## EXERCISE OBJECTIVE
In the entries below, find the lines with the word "numbered" and copy them.

## DATA
——————

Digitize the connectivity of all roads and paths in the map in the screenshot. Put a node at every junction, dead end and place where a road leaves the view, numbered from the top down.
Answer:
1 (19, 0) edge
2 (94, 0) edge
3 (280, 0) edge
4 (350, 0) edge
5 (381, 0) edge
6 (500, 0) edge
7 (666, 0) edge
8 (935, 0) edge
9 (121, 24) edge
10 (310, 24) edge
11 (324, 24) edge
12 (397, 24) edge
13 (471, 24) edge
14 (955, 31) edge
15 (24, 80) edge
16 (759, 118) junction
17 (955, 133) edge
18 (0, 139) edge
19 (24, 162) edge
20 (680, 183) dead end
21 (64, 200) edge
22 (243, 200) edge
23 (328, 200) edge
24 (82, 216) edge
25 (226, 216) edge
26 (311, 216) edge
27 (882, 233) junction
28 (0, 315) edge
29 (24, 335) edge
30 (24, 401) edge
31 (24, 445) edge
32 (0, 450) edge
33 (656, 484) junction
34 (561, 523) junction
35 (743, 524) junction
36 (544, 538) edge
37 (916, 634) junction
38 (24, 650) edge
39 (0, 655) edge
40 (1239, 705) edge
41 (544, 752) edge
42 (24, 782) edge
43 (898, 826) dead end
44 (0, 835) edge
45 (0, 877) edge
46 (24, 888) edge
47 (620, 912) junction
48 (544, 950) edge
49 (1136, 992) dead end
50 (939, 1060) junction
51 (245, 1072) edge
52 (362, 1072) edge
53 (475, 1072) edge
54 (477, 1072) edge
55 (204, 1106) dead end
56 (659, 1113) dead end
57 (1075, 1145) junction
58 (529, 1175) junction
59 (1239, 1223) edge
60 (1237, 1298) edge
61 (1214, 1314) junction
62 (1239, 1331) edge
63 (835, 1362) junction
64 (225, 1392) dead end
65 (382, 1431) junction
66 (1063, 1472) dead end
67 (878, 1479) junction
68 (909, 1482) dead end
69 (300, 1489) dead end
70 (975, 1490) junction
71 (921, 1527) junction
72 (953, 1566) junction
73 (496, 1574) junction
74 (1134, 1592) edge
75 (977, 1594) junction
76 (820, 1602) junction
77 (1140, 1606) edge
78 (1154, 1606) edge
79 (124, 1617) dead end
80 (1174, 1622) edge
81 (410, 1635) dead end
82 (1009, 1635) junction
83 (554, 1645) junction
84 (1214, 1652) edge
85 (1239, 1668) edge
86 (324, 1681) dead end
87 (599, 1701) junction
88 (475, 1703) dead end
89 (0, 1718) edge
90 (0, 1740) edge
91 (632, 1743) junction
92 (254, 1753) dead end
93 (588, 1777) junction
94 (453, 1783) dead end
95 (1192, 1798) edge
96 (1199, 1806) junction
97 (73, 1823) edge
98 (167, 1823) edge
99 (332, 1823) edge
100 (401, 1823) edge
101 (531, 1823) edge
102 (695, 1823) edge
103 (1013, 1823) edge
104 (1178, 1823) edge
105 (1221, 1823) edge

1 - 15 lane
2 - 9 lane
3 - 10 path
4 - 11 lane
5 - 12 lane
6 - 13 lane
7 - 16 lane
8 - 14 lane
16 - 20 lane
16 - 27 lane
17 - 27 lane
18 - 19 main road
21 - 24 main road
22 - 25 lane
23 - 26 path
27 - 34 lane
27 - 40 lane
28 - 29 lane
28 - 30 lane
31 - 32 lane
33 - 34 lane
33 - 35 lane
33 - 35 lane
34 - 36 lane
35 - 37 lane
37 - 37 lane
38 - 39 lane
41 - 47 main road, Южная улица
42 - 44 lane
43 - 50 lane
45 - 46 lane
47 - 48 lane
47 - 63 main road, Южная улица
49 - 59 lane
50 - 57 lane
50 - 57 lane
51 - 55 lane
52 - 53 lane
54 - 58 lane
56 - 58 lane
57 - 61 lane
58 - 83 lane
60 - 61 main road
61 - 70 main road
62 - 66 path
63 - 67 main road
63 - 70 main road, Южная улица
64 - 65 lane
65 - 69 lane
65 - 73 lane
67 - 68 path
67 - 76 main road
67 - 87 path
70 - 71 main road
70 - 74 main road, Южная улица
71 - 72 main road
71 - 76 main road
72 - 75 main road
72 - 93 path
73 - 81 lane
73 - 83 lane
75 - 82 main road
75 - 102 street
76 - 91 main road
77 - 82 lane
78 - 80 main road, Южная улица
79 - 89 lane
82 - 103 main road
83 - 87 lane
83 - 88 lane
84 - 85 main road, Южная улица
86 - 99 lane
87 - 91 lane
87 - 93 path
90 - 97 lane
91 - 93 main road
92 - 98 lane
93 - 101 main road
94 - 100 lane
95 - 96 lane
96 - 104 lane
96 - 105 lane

——————

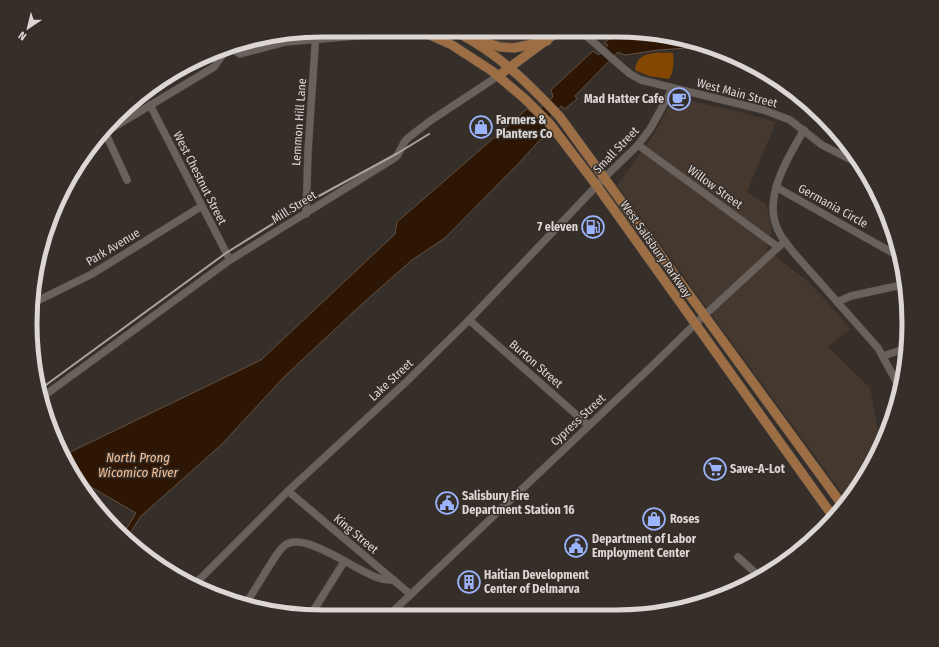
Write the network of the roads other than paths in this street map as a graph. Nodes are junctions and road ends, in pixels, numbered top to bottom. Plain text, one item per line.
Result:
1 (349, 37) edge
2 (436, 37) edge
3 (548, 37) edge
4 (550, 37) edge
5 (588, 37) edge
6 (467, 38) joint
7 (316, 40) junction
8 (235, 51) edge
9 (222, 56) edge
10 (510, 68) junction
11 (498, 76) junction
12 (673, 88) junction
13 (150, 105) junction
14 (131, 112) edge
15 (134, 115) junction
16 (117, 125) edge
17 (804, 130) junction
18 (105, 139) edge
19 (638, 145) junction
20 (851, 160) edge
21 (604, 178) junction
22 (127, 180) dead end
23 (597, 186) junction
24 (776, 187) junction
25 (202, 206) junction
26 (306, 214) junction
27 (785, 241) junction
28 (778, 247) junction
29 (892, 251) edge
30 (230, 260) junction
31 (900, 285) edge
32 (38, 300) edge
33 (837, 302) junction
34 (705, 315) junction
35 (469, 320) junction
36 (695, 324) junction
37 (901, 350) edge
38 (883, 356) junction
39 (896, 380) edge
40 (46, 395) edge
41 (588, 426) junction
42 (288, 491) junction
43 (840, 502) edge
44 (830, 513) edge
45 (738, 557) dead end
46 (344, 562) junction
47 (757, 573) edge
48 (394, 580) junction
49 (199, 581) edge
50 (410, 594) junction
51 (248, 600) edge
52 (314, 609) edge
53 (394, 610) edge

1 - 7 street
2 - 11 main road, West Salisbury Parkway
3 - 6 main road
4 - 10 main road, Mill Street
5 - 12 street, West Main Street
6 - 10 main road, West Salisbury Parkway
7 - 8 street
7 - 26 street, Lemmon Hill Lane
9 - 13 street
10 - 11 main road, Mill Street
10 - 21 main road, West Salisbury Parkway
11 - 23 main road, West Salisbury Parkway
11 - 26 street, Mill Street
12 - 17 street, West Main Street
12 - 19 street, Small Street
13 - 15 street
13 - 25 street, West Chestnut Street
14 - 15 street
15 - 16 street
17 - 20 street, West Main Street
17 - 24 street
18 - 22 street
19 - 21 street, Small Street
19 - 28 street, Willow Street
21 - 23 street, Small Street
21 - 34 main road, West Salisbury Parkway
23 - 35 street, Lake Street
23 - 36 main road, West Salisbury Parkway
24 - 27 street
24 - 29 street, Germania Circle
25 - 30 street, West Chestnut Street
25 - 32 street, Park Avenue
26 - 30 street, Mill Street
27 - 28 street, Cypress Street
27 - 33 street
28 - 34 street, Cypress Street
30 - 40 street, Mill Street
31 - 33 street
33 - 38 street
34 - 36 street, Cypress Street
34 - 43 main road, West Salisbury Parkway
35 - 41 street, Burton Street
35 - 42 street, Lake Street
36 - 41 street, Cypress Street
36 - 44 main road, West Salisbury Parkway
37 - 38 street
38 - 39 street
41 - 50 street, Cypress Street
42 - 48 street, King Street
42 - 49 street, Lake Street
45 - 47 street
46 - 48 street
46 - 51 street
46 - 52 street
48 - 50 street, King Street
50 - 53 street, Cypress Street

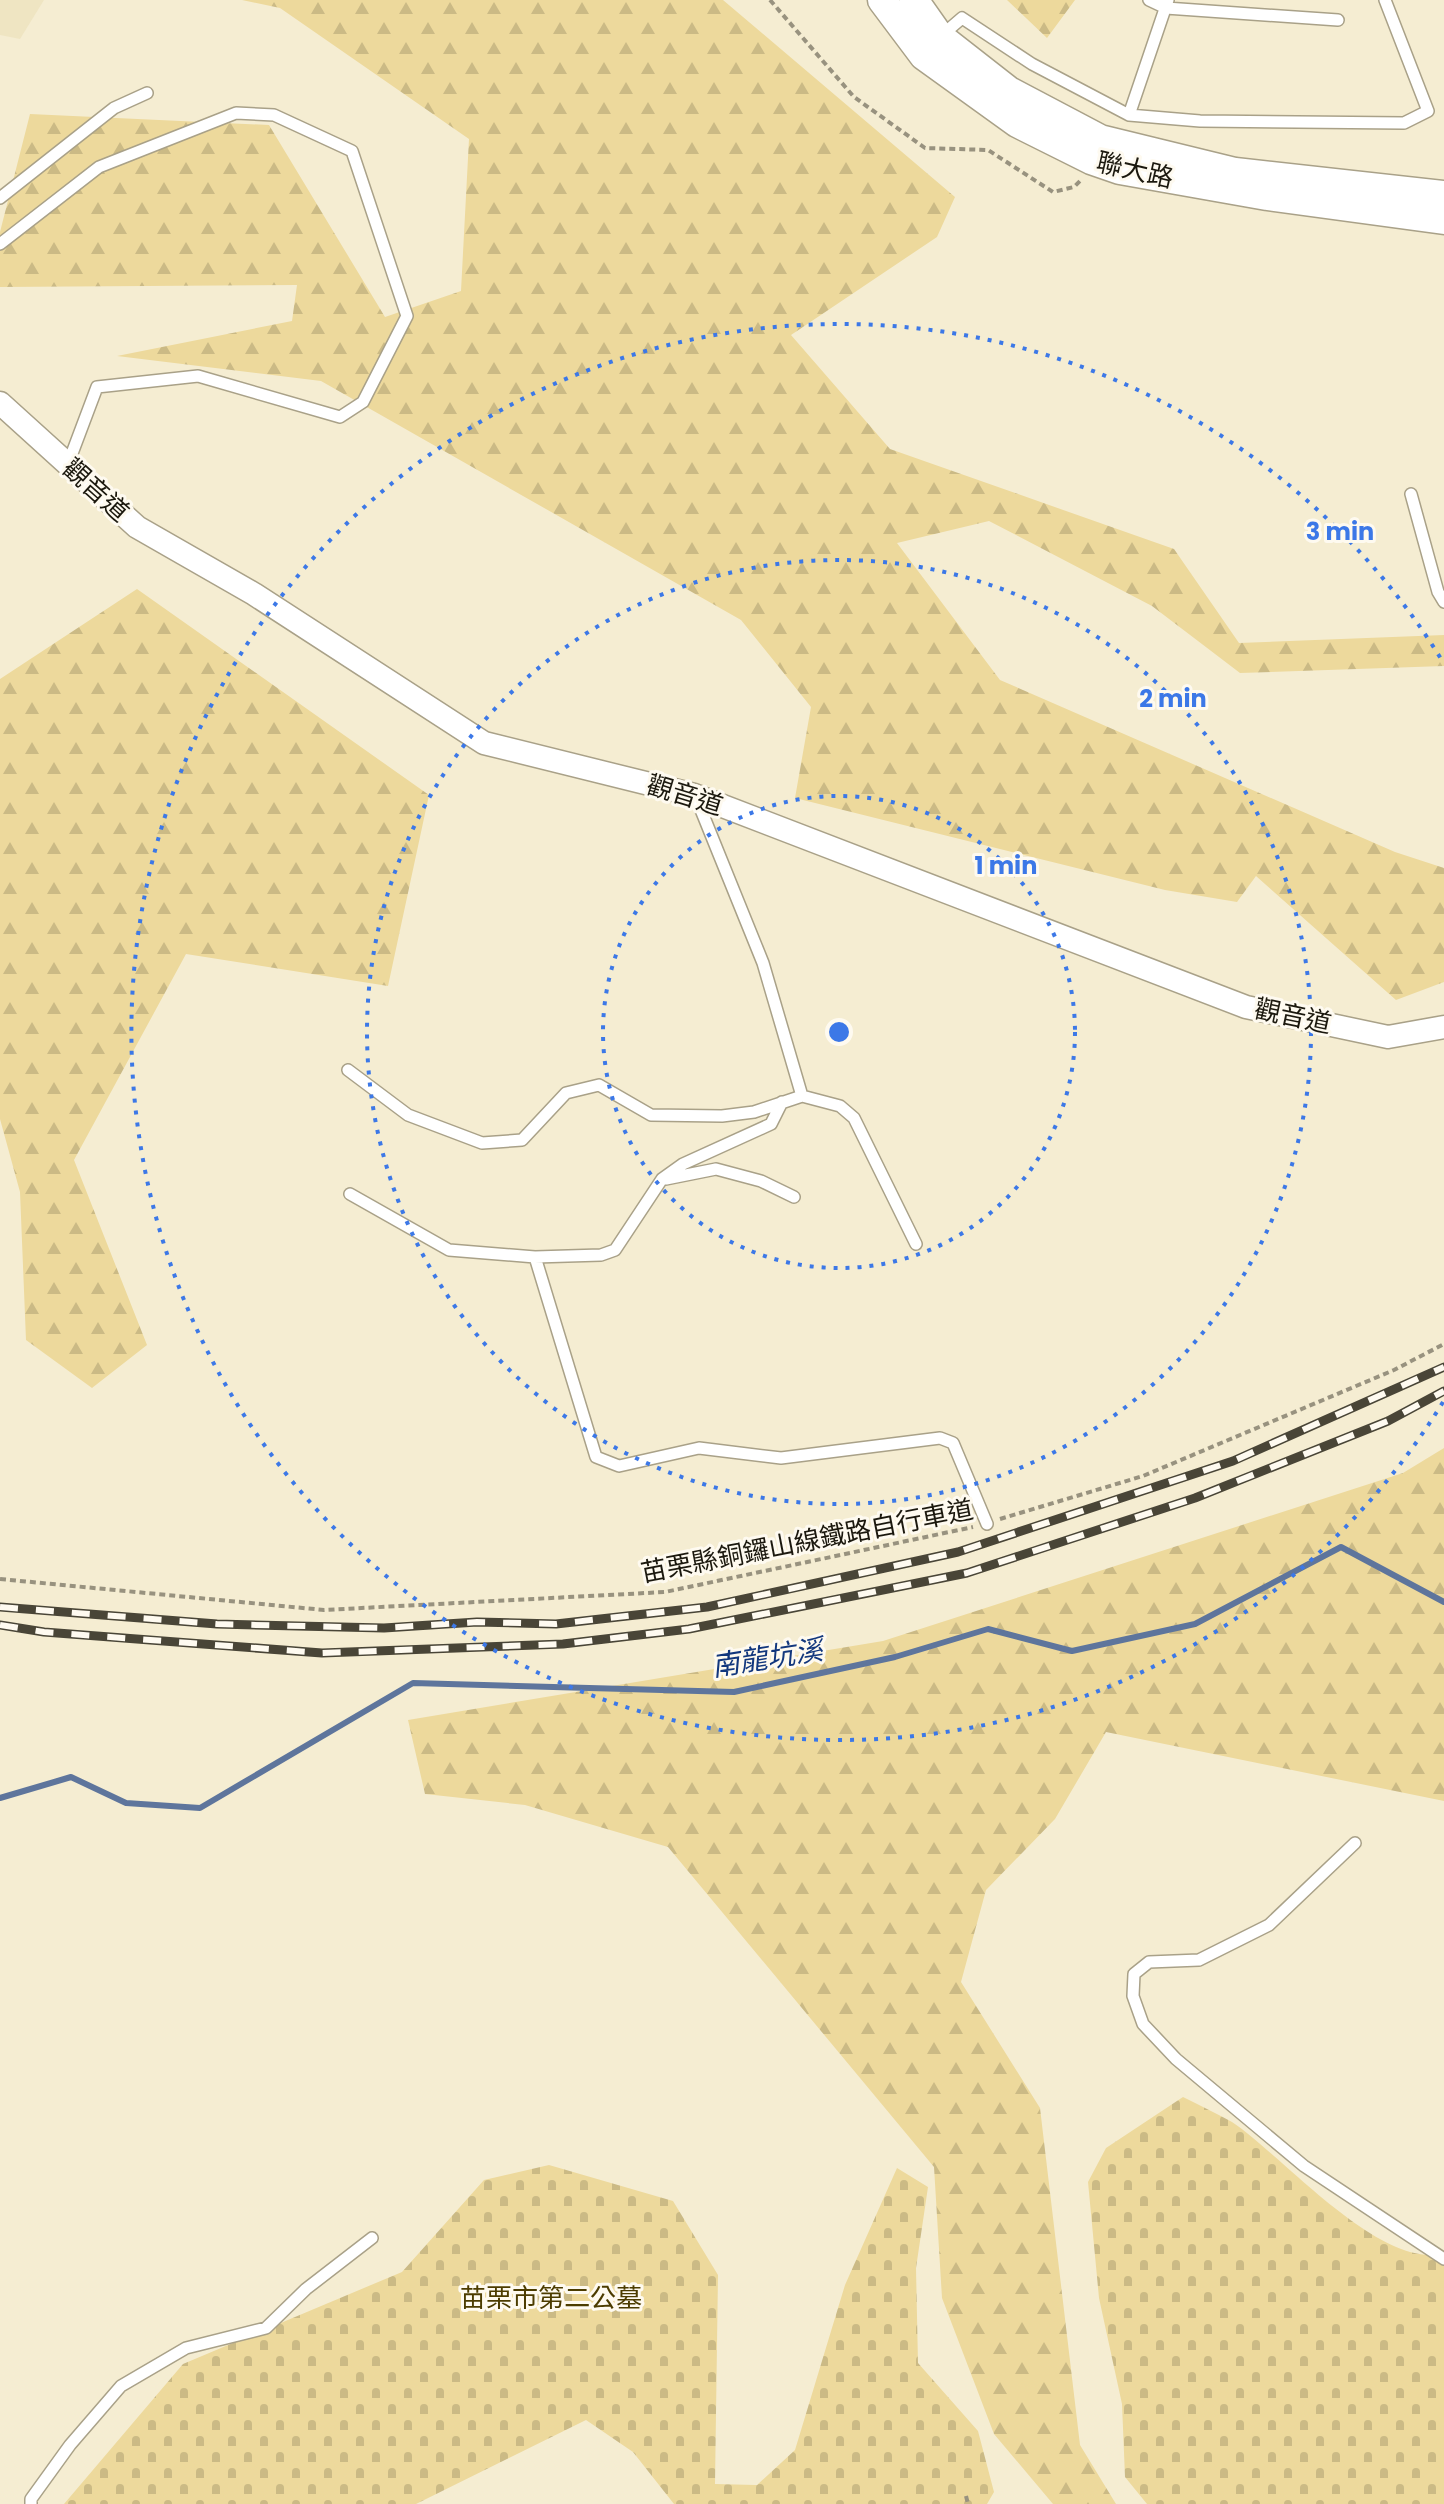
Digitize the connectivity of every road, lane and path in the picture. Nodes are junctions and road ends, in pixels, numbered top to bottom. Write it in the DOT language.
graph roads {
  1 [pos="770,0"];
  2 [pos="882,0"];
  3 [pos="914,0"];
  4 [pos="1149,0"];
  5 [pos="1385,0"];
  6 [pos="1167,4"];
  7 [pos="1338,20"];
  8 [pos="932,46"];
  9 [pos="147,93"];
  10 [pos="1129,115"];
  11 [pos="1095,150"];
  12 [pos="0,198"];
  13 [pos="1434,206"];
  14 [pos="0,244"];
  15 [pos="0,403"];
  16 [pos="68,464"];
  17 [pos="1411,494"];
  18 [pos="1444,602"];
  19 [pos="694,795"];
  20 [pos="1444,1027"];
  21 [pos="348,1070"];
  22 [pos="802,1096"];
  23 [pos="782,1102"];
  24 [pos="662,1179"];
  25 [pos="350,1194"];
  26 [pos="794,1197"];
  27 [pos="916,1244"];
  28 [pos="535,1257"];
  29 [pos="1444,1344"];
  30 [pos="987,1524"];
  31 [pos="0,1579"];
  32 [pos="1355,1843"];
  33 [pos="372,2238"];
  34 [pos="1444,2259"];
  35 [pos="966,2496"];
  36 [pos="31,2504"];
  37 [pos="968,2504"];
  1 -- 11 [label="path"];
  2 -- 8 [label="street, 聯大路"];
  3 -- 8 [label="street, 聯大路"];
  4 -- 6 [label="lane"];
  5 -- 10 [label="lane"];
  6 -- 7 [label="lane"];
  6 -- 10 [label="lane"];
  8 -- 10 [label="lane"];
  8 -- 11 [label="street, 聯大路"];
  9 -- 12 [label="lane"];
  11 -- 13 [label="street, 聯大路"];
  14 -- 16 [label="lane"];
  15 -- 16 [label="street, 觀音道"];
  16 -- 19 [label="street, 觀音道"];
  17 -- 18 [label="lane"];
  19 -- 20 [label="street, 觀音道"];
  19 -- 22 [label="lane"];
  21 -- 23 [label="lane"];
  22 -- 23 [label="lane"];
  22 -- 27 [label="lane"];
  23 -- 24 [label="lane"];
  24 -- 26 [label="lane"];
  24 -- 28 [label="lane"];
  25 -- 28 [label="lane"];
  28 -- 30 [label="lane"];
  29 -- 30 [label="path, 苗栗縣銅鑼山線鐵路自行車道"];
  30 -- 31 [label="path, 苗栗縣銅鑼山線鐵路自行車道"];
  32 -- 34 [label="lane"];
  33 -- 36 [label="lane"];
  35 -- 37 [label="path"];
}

——————

## FINISHED TASK
Digitize the connectivity of all roads and paths in the map in the screenshot. Put a node at every junction, dead end and place where a road leaves the view, numbered from the top down.
Write the network of the roads other than paths in this street map as a graph. Nodes are junctions and road ends, in pixels, numbered top to bottom. Plain text, one item per line.
Digitize the connectivity of every road, lane and path in the picture. Nodes are junctions and road ends, in pixels, numbered top to bottom. Write it in the DOT language.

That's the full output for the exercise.